Should the city add parking lots to handle its abundance of visitors, who always seem to block your driveway or run out across PCH? If so, what will those parking lots look like?
Malibu City Council Monday night, Nov. 23, chose to hold off on those decisions, voting unanimously, 5-0, to table a proposed ordinance that would address the issue in order to give city staff a chance to do more public outreach, study its effects on traffic and edit the ordinance’s language.
“Whenever I look at these things that could have … a lot of unintended consequences, it’s probably better to be more deliberate about it and storyboard all the things that could go sideways,” Council Member Rick Mullen said.
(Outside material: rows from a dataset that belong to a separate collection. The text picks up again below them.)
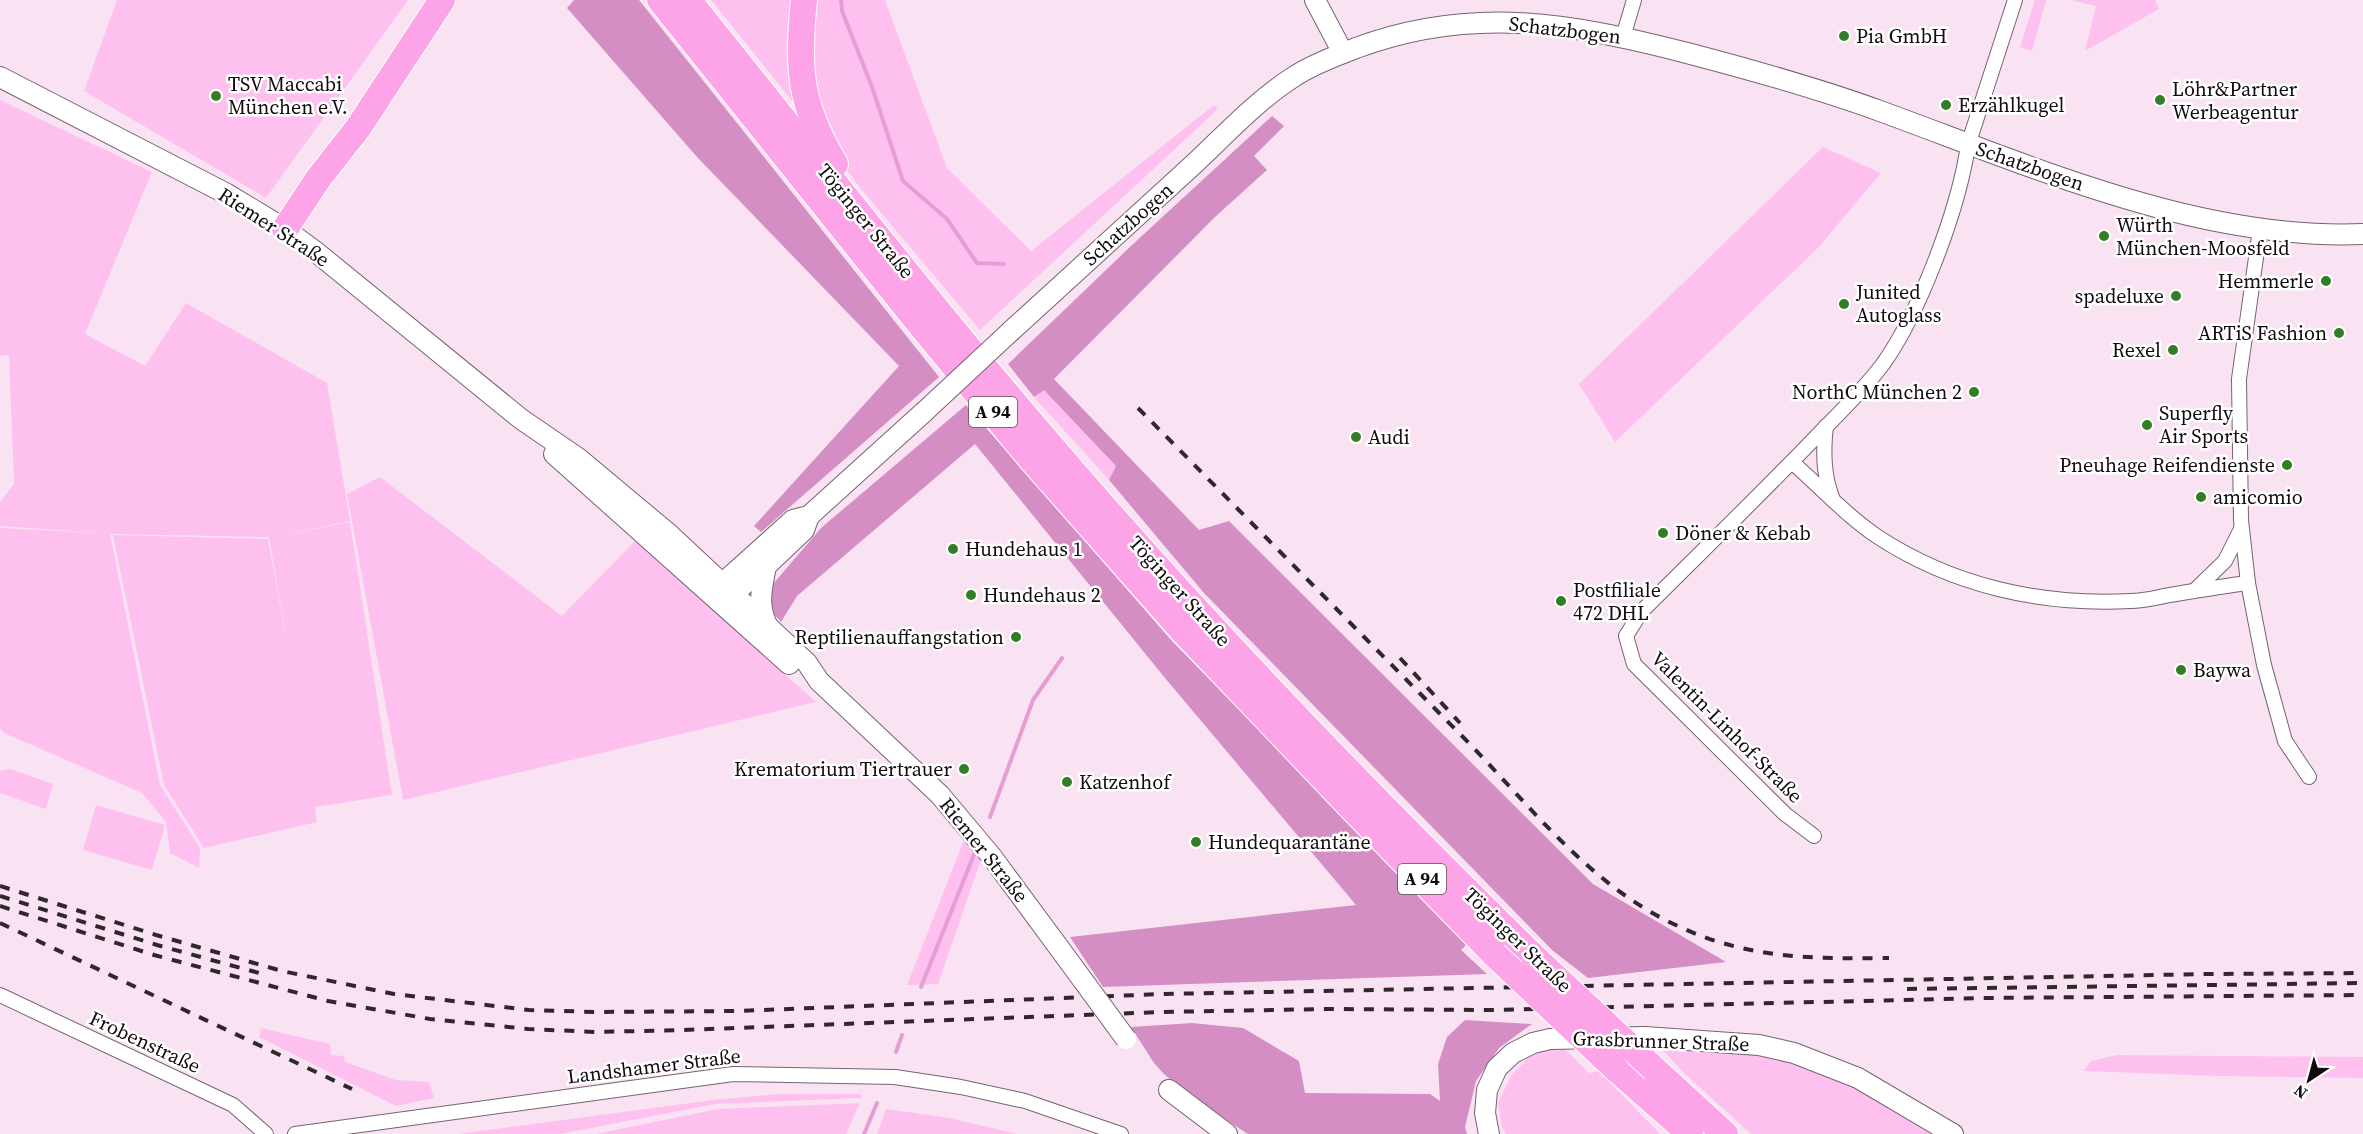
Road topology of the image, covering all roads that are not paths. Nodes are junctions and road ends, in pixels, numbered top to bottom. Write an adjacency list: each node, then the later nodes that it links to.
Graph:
1 (442, 0): 13 (highway)
2 (660, 0): 31 (highway, Töginger Straße / A 94, bridge)
3 (688, 0): 15 (highway, Töginger Straße / A 94)
4 (804, 0): 15 (highway)
5 (1315, 0): 9 (main road)
6 (1634, 0): 8 (street)
7 (2015, 0): 11 (street, Valentin-Linhof-Straße)
8 (1623, 37): 9 (main road, Schatzbogen); 11 (main road, Schatzbogen)
9 (1343, 53): 19 (main road, Schatzbogen, bridge)
10 (0, 77): 13 (main road, Riemer Straße)
11 (1968, 145): 12 (main road, Schatzbogen); 16 (street, Valentin-Linhof-Straße)
12 (2260, 229): 14 (main road, Schatzbogen); 20 (street)
13 (291, 234): 24 (main road, Riemer Straße)
14 (2363, 234)
15 (886, 246): 40 (highway, Töginger Straße / A 94, bridge)
16 (1826, 426): 17 (street, Valentin-Linhof-Straße); 18 (street)
17 (1792, 462): 18 (street); 28 (street, Valentin-Linhof-Straße)
18 (1833, 499): 23 (street)
19 (809, 516): 21 (main road, Schatzbogen); 24 (main road, Schatzbogen)
20 (2242, 527): 22 (street); 23 (street)
21 (766, 566): 24 (main road, Schatzbogen); 25 (main road)
22 (2248, 583): 23 (street); 27 (street)
23 (2194, 591)
24 (722, 594): 25 (main road, Riemer Straße); 26 (main road, Riemer Straße)
25 (767, 625): 26 (main road, Riemer Straße)
26 (819, 681): 30 (main road, Riemer Straße, bridge)
27 (2309, 777)
28 (1814, 836)
29 (0, 995): 32 (street, Frobenstraße)
30 (1126, 1039)
31 (1615, 1068): 38 (highway); 39 (highway, Töginger Straße / A 94)
32 (266, 1134)
33 (295, 1134): 34 (street, Landshamer Straße)
34 (1121, 1134)
35 (1208, 1134): 36 (main road)
36 (1227, 1134)
37 (1489, 1134): 41 (main road, Grasbrunner Straße)
38 (1668, 1134)
39 (1690, 1134)
40 (1725, 1134)
41 (1953, 1134)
The City of Malibu purchased three plots of land from the Malibu Bay Company in 2018, using funds it already had, funds it borrowed and funds from LA County’s Measure M, which were granted only on the condition that the city use the land it bought for transportation-related purposes. The city promised to provide parking on each of the three lots in order to access the money it needed to purchase the land; without those hypothetical parking lots, the city does not get that money and hence cannot afford to keep the land.
Enter Monday night’s ordinance. Currently, surface parking lots can only be constructed in association with a commercial structure such as a shopping center or an office, according to the Malibu Municipal Code. The ordinance would change that, creating a new land use type—known as “Stand-Alone Surface Parking Lots”—that would be allowed in certain zones of the city, most notably in the Civic Center area. The ordinance also outlined that the parking lots must have 30 percent permeable surface area to reduce run-off, 50 percent shade to reduce the heat island created and to provide habitats for wildlife and adhere to other such regulations.
The ordinance originated from a 2017 request by Pepperdine University to be allowed to use its Wave property as parking, then made its way through multiple bodies, such as the city’s Zoning Ordinance Revision and Code Enforcement Subcommittee (ZORACES) and the planning commission, before landing at city council—who punted it to next year.
Public Safety Commissioner Doug Stewart was the only public commenter to argue in favor of passing the ordinance, saying that while residents don’t necessarily need more parking, visitors to the city certainly do.
“We can’t keep [Malibu’s 12 to 15 million annual visitors] away, so we need to be sure they don’t harm residents’ quality of life” by parking on sidewalks and blocking traffic, Stewart said. Stewart pointed out the “traffic nightmare” around the Malibu Pier and Nobu restaurant and mentioned that the city’s parking problems will get worse as building continues in the Civic Center, notably at the La Paz site, a permitted development along Civic Center Way near Legacy Park. According to Stewart, the ordinance would satisfy neighbors’ complaints and increase pedestrian safety.
But many more public commenters raised concerns about the viability of the ordinance and said it needed fine tuning, urging the council to hold onto it until the newest-elected members could have a say.
Bruce Silverstein, one of those council members-elect who will be sworn in next month, described the ordinance as “ill-conceived” and “deeply offen[sive]” to the Malibu mission statement, book-ending his statement by playing a recording of Joni Mitchell’s “Big Yellow Taxi.” “They paved paradise, put up a parking lot,” Mitchell sang out across Zoom.
Silverstein told the council to reject the ordinance and consider the dozens of written comments he and other community members had sent in. According to Malibu City Clerk Heather Glaser, 62 total comments were sent in; the city did not provide a tally of how many were for or against the ordinance.
Other commenters said similar things, urging the council to better define what the parking lots would be used for—Planning Commission Chair John Mazza spoke of the concern that the potential lots might be used for car dealerships and overnight parking, not transient use—and think about whether or not subterranean parking could be considered, to which others responded that the water table would not allow it.
“This smells like Beverly Hills to me,” one resident, Scott Dittrich, said. He pointed out that while the residents do not need lots, restaurant employees do, but that the ordinance in its current form does not explicitly iron out those two distinctions. He described the ordinance as having “serious defects” and desired more study on the issue, specifically pointing to the issue of flammability in landscaping.
Still others worried that more parking lots would just encourage more visitors to come to Malibu, instead of assuage the burdens created by the ones the city already has, and that more parking lots would remove Malibu’s open spaces that residents have been fighting to protect.
The city is still collecting comments on the ordinance; more information on the proposed ordinance is available at bit.ly/ParkingLotAgenda.